Enfin, selon le sondage de Cyberimpact, 10% des entreprises ont abandonné l’utilisation du courriel à cause du flou de la loi et de leur peur des amendes, ce qui représente une perte d’efficacité pour des milliers d’entreprises.
La Loi C28 améliore le marketing des entreprises
Les entreprises qui ont fait une démarche de conformité à la Loi C28 constatent souvent une amélioration de l’efficacité de leurs campagnes. En effet, la Loi C28, malgré ses nombreux défauts, vise essentiellement à forcer les entreprises à utiliser les meilleures pratiques de communication électronique commerciale ce qui permet de créer une meilleure relation avec la clientèle. Ainsi, le Courrielleur, un autre joueur québécois du marketing par courriel, a constaté que depuis l’entrée en vigueur de la Loi C28, le taux d’ouverture des 20 millions de messages qu’il envoie chaque mois a cessé de diminuer et a même augmenté de 5%.
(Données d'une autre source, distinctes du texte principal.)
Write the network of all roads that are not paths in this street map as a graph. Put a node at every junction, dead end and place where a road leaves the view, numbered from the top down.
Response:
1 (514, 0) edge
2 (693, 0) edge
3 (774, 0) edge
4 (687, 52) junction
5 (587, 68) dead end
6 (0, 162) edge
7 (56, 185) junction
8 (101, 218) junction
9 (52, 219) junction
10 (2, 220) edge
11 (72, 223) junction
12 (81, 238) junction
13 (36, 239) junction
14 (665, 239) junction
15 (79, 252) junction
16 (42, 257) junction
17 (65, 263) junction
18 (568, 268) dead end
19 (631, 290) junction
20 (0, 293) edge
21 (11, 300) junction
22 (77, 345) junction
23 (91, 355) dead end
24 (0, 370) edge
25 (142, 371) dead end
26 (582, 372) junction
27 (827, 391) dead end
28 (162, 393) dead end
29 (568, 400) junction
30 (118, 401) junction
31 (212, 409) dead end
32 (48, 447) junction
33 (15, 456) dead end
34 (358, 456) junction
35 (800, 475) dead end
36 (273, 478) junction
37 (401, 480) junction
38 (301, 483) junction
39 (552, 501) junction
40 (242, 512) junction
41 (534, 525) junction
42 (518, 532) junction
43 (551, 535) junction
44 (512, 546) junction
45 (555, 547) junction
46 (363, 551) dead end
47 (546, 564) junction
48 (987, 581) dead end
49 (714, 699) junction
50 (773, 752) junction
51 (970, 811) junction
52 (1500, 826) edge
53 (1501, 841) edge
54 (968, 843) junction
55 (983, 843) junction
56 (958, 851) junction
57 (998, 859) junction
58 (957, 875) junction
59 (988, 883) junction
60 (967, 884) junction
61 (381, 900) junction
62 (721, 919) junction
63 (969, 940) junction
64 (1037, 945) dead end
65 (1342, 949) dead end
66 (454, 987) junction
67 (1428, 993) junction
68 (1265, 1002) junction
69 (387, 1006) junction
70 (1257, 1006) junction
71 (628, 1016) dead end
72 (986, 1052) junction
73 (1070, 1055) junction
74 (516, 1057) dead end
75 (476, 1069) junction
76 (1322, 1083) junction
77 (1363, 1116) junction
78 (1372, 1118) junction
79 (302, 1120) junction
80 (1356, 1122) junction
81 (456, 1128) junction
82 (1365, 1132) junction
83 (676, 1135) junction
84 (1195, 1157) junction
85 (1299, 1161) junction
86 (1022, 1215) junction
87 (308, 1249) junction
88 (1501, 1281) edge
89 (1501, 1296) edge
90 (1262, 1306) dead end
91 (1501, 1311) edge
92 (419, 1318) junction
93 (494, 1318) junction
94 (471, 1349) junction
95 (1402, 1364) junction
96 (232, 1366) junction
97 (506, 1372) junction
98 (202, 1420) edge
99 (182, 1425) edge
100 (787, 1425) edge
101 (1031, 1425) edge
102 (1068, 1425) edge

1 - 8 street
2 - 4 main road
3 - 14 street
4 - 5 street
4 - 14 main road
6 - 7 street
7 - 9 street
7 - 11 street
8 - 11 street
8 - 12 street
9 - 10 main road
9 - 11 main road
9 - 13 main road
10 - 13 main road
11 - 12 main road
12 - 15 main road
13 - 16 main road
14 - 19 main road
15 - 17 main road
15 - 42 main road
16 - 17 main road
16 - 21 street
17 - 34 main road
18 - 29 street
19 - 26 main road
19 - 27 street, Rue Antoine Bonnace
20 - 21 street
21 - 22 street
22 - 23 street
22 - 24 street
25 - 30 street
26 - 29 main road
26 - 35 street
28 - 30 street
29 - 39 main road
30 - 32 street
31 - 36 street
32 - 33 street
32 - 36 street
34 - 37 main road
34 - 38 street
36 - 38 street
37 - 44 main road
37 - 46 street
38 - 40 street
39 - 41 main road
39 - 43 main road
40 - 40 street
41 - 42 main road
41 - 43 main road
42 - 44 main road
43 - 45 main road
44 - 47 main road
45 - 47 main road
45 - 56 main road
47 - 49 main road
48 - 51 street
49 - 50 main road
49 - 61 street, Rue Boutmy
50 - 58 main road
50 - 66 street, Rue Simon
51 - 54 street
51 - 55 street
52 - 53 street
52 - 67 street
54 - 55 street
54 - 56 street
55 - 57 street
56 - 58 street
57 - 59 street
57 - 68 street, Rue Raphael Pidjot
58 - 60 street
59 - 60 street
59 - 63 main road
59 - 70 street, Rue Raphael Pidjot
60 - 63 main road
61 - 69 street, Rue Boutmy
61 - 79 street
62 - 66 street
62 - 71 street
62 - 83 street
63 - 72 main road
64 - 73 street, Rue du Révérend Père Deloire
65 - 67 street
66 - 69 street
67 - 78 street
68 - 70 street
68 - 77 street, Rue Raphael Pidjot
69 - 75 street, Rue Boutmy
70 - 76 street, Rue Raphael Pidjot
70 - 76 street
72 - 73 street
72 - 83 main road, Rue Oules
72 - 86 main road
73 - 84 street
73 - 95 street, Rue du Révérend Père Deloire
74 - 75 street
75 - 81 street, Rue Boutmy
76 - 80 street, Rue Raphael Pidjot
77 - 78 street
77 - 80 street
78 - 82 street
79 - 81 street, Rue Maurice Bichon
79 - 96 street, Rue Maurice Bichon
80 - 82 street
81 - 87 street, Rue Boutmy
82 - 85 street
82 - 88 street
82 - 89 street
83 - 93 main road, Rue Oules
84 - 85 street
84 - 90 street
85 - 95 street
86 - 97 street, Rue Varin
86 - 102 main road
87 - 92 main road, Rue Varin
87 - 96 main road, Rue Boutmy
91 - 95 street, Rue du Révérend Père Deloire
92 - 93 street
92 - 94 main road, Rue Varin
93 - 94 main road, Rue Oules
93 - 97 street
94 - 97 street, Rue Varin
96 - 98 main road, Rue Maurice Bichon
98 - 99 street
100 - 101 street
C’est sur ce principe que fonctionne Certimail dont les recommandations reposent sur les meilleures pratiques plutôt que sur une lecture purement légaliste de la Loi canadienne anti-pourriel. Cela permet à nos clients d’améliorer leur efficacité marketing en même temps qu’ils se protègent des enquêtes et des amendes.
Malgré ses défauts, la Loi C28 est là pour rester
Après quinze ans d’inaction face au déluge de pourriels qui inondait nos boîtes de courriel, le gouvernement a passé une loi qui provoque un engouement surprenant des consommateurs-électeurs et qui donne déjà des résultats importants sur l’engorgement de nos communications électroniques. Il va être difficile de trouver un politicien assez fou pour remettre en cause cette loi. Par contre, de plus en plus d’observateurs estiment que ce bilan positif de la Loi canadienne anti-pourriel a été obtenu malgré le CRTC plutôt que grâce à lui. Une situation qui nuit aux entreprises canadiennes et que les politiciens devraient regarder de plus près.